The goal of redefining patterns and adopting a new ideology of work in the public sphere is unlikely to happen as soon as it should; therefore, the issue I should like to address is what we in higher education can do to help other women—students, younger colleagues, and peers—bridge the gender gap in the meantime, before the revolution comes. The strategies I wish to suggest are not original; they are drawn from the good thinking of many other women and laid out here in a way that intends they be put to immediate use.4

It is an inescapable fact of life that women in academe serve as role models for their students. We are highly visible simply because our numbers, particularly at the higher ranks and in administration, are still few (only 25% at my university as a whole and 17% in the College of Fine Arts in full-time positions). How we choose to take advantage of this visibility is an issue of overwhelming importance since the literature emphasizes that like men, women desire and need the support of members of their own sex. By choosing to become dynamic role models, by making the choice to effect positive change for individual women at our home institutions and for women as a group through work in professional organizations such as The College Music Society, we can do immeasurable good.

A combination of factors—personal, environmental, and familial—are known to shape and foster the ambitions and sustain the progress of women who break the traditional mold by moving or aspiring to move into the professions.5 Of these, I have chosen four that are especially important for us to take into account.

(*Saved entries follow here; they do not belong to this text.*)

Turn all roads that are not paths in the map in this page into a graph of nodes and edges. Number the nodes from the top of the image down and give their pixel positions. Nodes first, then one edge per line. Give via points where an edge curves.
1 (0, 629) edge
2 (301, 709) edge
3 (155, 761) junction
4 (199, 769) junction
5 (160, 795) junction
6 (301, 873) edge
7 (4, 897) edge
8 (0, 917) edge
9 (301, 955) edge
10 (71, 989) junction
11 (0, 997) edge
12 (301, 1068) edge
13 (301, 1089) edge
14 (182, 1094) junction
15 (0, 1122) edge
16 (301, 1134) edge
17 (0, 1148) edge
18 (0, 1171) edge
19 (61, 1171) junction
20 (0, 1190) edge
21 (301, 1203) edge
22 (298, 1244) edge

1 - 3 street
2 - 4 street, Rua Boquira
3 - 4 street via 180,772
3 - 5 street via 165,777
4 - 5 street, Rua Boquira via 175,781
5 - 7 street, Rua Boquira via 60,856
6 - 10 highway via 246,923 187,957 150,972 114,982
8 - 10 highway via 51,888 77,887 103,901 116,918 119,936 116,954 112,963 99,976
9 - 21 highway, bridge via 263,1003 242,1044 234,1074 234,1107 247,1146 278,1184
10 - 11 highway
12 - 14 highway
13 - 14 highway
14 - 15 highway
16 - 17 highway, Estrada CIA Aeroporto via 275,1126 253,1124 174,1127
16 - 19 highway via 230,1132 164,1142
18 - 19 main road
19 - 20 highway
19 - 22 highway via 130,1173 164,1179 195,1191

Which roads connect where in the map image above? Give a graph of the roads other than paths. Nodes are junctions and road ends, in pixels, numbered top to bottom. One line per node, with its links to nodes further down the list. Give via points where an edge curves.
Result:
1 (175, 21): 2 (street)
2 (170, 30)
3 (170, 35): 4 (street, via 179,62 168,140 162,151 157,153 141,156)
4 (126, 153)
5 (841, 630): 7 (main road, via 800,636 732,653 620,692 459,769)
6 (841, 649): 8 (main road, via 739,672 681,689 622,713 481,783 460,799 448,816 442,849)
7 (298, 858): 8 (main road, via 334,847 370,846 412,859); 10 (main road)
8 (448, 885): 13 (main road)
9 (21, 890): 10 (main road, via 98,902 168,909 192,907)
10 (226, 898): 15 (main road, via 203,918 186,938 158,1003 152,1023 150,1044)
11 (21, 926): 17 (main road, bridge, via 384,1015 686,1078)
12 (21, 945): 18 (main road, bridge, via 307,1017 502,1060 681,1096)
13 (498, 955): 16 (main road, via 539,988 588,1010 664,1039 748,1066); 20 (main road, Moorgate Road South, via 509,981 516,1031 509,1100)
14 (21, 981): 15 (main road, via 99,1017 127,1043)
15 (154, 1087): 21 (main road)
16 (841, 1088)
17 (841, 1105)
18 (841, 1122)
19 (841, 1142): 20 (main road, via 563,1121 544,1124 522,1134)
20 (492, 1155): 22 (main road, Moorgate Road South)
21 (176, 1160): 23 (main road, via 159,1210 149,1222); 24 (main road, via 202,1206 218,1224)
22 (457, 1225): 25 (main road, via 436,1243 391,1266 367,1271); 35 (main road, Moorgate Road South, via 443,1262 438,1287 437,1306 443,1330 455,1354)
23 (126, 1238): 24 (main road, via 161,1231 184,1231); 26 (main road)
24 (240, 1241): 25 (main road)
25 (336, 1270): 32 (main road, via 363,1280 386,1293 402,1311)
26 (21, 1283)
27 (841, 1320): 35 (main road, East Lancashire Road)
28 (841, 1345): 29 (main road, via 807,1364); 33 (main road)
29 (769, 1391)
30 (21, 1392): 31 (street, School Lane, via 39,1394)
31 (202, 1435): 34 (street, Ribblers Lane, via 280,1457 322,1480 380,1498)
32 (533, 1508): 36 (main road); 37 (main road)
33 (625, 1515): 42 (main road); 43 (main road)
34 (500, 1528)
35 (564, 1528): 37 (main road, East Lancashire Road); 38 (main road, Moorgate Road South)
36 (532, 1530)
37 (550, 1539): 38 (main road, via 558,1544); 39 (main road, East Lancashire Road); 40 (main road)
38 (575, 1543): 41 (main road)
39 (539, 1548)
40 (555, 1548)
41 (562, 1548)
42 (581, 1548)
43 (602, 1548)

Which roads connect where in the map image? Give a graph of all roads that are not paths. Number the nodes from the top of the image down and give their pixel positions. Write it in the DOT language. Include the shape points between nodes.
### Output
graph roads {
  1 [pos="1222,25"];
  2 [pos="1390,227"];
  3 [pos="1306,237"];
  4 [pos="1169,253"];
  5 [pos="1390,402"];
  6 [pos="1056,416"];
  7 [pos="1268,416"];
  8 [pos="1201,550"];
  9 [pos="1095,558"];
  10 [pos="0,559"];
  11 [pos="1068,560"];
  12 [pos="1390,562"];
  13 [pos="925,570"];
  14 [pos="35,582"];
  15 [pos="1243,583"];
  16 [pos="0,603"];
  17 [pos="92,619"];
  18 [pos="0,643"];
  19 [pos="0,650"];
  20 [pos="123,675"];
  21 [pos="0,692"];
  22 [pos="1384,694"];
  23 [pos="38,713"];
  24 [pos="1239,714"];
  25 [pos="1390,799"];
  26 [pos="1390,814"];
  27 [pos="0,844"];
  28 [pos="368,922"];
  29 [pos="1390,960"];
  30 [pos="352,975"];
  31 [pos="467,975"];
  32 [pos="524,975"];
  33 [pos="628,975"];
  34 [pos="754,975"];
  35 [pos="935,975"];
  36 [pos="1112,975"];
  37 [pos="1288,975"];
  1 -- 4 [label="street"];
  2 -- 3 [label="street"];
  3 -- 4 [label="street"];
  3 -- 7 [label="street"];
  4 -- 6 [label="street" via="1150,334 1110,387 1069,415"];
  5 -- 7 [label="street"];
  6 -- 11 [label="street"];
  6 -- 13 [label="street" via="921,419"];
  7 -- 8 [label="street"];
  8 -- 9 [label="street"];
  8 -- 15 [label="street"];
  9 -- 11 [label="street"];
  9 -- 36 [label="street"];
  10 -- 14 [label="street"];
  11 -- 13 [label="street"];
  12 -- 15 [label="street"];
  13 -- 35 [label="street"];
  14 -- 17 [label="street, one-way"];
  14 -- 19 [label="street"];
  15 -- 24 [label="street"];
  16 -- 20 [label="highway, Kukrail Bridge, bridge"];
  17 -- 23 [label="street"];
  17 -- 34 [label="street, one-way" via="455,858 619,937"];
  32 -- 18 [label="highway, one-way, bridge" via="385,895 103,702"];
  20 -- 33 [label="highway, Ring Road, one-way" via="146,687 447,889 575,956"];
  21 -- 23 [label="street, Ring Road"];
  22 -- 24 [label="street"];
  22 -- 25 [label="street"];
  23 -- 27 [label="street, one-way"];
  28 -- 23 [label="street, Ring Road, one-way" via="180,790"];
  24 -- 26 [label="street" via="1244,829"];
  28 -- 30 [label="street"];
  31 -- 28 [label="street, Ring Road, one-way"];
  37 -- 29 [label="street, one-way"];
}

The first is that women should take themselves seriously. Probably the single most effective way to encourage other women to take themselves seriously is to let them know through words and actions that we take them seriously, as seriously as we take men! Although important at any stage in one's education, the message is critical in the early undergraduate years when professional ambition often has its best opportunity to form. A potent way to make the message heard is to abandon the "exceptional woman" syndrome. This is not to deny that throughout history there have been exceptional women who made their way in the public sphere before the resurgence of the women's movement of the 1960s. But we can make a shift in emphasis from the singularity of their accomplishments to an examination of the circumstances that aided them in getting ahead. Most, if not all, have been supported intellectually, spiritually, and materially by family, teachers, mentors, benefactors; often they were born or came of age at a propitious time; sometimes they were simply lucky. As Adrienne Rich wisely observes: "Women's art and thought and action will continue to be seen as deviant, its true meaning distorted or buried, as long as women's work can be dismissed as `exceptional,' an interesting footnote to the major texts" (Daniels and Ruddick 1977:xxiii).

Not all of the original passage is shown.